### Given data
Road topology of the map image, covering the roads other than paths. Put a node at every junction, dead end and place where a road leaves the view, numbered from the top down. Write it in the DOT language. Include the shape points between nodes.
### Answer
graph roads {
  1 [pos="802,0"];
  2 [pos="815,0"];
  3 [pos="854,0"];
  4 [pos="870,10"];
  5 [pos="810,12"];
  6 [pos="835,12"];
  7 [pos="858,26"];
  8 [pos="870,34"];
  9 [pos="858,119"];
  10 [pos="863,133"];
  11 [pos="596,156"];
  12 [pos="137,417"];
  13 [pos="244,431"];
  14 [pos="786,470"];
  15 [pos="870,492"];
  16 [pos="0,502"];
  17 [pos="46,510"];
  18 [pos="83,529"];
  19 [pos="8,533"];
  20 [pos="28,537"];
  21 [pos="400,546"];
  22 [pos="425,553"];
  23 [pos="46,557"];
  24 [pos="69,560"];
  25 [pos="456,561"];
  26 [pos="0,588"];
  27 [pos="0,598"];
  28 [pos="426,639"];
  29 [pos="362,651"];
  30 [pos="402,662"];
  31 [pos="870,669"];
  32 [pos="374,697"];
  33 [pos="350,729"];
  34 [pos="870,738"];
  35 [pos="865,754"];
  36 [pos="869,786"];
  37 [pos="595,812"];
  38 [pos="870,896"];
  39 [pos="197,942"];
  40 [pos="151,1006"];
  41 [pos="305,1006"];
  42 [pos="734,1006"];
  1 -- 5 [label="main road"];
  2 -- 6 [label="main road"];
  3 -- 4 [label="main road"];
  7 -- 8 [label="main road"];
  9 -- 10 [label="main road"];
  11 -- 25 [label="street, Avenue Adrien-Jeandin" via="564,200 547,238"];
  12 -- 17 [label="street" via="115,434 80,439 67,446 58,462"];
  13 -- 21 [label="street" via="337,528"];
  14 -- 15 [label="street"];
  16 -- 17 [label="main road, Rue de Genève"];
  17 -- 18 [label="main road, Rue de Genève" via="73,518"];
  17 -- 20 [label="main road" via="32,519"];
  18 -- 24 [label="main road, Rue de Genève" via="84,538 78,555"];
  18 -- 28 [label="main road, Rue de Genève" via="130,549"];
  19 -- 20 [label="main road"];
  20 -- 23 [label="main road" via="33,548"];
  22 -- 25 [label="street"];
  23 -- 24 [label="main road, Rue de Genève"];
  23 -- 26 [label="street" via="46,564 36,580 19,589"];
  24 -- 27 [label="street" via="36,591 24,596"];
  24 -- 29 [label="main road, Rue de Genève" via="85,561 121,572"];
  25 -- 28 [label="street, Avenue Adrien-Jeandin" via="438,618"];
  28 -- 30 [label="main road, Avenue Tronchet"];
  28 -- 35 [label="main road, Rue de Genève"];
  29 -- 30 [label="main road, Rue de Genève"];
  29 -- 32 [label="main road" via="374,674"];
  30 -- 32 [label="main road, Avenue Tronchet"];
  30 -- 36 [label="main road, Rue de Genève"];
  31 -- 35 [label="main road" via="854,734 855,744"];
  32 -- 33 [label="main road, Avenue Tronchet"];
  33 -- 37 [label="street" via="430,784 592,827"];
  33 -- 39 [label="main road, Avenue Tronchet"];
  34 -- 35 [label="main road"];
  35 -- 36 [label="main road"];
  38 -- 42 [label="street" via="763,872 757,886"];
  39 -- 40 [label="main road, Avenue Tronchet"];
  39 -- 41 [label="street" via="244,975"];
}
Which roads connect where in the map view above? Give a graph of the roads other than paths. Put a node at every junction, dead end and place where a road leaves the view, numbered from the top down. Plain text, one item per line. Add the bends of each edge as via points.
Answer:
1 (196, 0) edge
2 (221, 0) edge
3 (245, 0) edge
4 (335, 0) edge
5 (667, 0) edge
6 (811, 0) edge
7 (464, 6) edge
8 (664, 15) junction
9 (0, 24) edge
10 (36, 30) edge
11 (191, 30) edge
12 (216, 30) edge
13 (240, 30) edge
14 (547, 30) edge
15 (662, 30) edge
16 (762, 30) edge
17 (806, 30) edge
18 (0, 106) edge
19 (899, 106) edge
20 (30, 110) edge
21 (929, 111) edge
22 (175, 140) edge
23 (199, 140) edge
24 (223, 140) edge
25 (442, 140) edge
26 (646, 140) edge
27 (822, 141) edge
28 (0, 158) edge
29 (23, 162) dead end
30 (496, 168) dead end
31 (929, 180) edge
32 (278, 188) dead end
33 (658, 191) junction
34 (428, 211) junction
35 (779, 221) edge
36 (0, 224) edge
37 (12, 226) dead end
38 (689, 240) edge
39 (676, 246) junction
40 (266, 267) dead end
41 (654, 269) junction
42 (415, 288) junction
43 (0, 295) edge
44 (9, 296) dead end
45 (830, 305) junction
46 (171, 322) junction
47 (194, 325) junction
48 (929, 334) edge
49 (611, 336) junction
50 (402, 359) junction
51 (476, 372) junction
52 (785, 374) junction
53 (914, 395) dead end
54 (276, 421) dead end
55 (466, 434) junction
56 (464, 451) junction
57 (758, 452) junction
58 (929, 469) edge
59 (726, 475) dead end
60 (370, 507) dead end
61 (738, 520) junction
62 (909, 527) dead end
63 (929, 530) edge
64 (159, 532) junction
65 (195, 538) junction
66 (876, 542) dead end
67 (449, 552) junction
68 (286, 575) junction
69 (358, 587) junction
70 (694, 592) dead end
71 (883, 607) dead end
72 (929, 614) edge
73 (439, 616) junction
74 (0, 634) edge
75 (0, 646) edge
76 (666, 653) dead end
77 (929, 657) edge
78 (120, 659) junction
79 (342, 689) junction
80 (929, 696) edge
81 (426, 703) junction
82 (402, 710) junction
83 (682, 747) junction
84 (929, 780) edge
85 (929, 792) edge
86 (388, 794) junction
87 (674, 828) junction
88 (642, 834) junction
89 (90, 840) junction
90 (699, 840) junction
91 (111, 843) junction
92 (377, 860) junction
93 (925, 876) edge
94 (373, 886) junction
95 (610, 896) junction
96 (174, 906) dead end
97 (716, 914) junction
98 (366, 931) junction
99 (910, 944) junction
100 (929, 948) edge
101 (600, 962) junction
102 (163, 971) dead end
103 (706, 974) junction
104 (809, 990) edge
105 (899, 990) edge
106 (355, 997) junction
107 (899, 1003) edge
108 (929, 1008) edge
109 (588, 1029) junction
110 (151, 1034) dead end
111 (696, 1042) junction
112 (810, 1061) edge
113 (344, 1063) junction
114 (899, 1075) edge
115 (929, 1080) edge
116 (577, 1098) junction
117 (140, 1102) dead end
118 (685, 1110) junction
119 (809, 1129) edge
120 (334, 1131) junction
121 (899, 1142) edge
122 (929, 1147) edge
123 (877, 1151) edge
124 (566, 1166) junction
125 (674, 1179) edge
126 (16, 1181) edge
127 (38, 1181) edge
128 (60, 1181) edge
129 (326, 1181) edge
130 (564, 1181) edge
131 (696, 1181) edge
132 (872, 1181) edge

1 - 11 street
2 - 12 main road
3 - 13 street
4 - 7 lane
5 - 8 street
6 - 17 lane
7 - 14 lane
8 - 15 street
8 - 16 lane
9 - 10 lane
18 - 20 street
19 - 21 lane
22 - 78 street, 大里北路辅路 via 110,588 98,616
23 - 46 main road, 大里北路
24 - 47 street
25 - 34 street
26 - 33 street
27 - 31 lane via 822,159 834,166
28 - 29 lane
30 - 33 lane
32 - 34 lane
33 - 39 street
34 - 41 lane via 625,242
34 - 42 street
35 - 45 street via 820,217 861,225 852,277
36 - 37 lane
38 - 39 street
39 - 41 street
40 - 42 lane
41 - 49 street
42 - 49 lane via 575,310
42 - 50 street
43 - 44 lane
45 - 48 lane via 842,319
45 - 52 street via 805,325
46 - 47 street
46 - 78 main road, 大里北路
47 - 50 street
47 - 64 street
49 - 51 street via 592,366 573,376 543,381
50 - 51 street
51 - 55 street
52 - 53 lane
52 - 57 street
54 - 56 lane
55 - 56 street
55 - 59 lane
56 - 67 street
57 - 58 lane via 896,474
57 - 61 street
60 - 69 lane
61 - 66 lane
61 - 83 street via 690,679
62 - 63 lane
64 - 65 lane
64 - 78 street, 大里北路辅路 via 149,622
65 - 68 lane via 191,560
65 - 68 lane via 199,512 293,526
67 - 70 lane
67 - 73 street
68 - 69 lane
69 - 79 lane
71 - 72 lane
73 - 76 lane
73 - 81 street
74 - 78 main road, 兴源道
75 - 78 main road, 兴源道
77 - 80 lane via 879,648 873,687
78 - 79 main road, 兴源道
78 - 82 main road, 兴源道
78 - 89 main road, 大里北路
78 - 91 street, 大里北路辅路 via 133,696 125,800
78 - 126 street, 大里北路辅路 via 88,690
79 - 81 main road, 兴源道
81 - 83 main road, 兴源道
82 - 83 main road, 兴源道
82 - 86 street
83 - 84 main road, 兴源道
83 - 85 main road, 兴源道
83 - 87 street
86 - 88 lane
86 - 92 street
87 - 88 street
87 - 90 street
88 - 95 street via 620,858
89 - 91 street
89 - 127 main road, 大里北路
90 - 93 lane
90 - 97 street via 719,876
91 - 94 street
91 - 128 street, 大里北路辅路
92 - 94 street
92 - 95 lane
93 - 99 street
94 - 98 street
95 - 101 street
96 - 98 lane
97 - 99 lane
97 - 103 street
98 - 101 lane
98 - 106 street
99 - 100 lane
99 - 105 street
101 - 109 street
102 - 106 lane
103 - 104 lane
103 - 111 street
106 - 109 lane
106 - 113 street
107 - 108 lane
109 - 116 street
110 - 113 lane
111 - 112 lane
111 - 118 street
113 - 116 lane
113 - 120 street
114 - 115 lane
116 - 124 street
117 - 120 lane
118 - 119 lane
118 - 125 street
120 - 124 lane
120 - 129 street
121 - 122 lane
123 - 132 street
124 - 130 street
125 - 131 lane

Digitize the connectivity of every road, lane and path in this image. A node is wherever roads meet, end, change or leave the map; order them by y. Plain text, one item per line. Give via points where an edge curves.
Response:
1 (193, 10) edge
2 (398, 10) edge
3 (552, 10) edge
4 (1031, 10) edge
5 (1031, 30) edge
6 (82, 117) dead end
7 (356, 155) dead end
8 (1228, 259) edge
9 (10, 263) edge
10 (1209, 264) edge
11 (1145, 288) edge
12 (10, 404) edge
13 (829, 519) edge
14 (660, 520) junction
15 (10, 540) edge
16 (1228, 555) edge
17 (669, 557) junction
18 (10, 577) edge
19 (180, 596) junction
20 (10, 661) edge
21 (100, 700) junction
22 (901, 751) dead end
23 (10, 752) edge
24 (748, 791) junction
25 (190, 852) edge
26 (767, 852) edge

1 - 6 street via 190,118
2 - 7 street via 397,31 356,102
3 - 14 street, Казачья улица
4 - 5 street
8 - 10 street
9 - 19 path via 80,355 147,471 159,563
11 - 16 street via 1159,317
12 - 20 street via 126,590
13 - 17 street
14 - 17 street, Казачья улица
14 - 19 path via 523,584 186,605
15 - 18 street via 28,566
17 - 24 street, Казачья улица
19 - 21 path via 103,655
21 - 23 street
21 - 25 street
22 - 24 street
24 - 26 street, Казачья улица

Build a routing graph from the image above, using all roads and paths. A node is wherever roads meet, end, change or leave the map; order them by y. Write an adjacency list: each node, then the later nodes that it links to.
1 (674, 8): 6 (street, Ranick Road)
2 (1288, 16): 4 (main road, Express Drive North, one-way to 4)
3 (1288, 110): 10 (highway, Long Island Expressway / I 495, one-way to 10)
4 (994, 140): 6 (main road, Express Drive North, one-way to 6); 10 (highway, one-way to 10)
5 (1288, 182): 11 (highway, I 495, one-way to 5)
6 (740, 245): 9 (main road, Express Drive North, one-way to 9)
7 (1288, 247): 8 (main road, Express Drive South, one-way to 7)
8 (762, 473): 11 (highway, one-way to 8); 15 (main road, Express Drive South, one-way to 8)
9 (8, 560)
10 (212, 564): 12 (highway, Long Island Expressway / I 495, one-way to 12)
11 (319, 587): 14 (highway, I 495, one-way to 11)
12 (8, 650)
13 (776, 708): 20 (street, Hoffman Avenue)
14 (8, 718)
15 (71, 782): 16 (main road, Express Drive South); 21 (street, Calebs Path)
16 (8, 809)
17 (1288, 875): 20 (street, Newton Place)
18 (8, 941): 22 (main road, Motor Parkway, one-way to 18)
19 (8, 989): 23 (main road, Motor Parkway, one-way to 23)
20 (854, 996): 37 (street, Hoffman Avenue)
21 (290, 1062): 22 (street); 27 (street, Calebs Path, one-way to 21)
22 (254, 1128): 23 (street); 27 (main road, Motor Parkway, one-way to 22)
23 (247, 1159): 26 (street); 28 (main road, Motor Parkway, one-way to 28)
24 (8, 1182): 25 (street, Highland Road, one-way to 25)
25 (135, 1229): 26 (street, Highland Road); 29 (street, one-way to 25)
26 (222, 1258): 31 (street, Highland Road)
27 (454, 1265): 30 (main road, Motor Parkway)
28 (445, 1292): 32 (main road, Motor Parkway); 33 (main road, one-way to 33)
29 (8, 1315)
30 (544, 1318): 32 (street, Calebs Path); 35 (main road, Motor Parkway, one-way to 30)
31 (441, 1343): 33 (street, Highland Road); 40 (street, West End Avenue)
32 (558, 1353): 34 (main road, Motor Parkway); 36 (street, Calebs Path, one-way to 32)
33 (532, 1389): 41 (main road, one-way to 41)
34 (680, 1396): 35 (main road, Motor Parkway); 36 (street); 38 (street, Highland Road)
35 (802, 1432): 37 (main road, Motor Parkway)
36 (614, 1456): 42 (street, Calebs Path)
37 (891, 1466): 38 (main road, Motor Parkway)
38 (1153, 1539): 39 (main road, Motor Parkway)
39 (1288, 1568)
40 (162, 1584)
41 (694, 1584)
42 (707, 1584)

### Task goal
Search the data for the word "from" and report how many lines include it, with the number alone.

### The answer
3